→ EXERCISE DESCRIPTION: Locate every line below that contains the word "main" and copy it.

+---+

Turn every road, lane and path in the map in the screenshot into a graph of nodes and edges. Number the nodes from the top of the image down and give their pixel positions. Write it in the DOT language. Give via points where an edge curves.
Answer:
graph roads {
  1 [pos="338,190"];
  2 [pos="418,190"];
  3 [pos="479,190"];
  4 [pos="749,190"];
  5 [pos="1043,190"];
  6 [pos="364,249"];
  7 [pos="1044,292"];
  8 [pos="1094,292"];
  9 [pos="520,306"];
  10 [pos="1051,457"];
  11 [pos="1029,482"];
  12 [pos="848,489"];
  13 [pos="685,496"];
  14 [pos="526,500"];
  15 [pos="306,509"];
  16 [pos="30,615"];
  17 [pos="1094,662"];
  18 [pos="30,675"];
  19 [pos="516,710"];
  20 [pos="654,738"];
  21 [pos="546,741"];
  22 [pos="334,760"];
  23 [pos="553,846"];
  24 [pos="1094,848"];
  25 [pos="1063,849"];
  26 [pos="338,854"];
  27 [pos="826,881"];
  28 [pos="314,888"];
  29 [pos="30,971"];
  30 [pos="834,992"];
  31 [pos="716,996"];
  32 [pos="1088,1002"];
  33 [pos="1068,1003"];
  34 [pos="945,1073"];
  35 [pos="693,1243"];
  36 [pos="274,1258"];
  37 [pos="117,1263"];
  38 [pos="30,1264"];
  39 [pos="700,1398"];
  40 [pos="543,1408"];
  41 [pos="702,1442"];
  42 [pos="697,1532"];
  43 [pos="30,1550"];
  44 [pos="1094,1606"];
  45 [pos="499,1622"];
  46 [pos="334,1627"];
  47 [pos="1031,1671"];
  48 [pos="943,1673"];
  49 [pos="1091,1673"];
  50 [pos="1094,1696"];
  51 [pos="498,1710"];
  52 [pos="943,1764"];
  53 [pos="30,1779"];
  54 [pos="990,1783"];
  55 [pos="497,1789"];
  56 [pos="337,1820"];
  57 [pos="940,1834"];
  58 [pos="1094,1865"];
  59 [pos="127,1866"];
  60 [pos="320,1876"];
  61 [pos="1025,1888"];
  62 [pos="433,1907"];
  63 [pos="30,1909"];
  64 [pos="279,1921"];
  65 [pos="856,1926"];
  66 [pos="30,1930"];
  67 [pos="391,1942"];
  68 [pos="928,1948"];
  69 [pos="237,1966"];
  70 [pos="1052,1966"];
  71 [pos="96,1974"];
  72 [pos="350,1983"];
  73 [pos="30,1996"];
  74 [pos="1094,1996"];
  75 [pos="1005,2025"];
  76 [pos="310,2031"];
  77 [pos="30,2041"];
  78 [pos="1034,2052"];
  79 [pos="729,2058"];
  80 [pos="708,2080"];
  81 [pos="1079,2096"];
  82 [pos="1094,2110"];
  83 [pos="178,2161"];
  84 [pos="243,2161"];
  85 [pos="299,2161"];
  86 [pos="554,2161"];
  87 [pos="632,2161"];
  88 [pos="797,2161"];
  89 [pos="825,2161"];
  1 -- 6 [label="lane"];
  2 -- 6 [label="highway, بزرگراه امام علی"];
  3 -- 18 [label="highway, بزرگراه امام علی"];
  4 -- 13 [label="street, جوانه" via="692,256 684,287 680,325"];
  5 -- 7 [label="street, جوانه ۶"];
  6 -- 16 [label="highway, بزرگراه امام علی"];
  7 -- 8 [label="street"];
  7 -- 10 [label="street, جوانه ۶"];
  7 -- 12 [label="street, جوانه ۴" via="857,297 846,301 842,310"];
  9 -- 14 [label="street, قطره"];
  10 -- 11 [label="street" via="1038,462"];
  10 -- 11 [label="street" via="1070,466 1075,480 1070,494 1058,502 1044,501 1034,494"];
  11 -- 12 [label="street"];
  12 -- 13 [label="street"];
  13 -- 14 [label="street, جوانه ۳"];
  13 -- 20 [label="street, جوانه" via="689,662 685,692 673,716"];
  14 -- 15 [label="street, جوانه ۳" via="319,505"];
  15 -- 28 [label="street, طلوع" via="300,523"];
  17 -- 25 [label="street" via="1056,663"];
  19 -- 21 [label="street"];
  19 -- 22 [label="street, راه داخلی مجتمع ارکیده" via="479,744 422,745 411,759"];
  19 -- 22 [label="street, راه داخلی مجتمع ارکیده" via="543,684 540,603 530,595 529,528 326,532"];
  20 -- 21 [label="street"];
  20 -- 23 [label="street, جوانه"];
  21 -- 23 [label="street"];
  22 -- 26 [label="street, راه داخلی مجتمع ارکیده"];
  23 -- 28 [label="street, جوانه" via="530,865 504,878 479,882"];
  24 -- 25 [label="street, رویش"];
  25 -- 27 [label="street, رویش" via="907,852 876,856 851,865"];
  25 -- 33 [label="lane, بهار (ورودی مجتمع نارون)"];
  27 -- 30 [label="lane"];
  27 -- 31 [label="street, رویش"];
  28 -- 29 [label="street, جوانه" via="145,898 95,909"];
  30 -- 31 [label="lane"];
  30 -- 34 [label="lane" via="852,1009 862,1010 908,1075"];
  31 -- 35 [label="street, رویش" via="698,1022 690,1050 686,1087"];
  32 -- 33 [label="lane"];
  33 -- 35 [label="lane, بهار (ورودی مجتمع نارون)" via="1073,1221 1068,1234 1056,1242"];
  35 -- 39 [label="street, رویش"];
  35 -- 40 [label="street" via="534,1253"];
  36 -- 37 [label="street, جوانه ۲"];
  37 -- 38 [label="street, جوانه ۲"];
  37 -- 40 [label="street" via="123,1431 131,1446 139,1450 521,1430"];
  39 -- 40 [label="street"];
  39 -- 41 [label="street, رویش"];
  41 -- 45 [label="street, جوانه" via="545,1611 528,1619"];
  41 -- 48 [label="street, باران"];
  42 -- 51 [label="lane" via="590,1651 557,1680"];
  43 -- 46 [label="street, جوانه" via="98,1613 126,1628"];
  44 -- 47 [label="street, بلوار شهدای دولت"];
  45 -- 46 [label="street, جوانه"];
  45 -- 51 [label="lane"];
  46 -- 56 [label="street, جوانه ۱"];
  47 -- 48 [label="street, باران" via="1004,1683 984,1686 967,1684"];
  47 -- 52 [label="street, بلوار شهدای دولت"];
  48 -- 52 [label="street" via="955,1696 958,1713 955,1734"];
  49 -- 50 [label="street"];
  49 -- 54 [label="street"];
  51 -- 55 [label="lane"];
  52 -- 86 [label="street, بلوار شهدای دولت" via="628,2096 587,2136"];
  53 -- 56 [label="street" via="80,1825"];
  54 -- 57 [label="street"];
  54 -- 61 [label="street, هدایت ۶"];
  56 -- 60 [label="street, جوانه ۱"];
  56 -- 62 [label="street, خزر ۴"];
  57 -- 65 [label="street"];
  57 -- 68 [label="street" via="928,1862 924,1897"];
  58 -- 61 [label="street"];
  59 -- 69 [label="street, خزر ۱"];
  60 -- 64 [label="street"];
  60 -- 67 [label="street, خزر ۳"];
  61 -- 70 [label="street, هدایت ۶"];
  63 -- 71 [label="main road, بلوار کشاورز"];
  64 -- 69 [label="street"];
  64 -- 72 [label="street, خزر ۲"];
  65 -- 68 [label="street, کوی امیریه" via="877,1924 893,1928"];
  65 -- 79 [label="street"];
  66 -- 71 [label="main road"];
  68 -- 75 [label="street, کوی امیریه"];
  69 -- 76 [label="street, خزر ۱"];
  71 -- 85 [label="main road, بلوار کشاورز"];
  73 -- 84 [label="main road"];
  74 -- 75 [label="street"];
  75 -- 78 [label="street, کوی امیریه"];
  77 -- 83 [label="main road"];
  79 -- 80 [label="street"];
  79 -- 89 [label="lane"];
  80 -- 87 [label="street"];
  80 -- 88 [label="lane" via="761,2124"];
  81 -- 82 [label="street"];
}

+---+

→ OUTPUT BELOW:
  63 -- 71 [label="main road, بلوار کشاورز"];
  66 -- 71 [label="main road"];
  71 -- 85 [label="main road, بلوار کشاورز"];
  73 -- 84 [label="main road"];
  77 -- 83 [label="main road"];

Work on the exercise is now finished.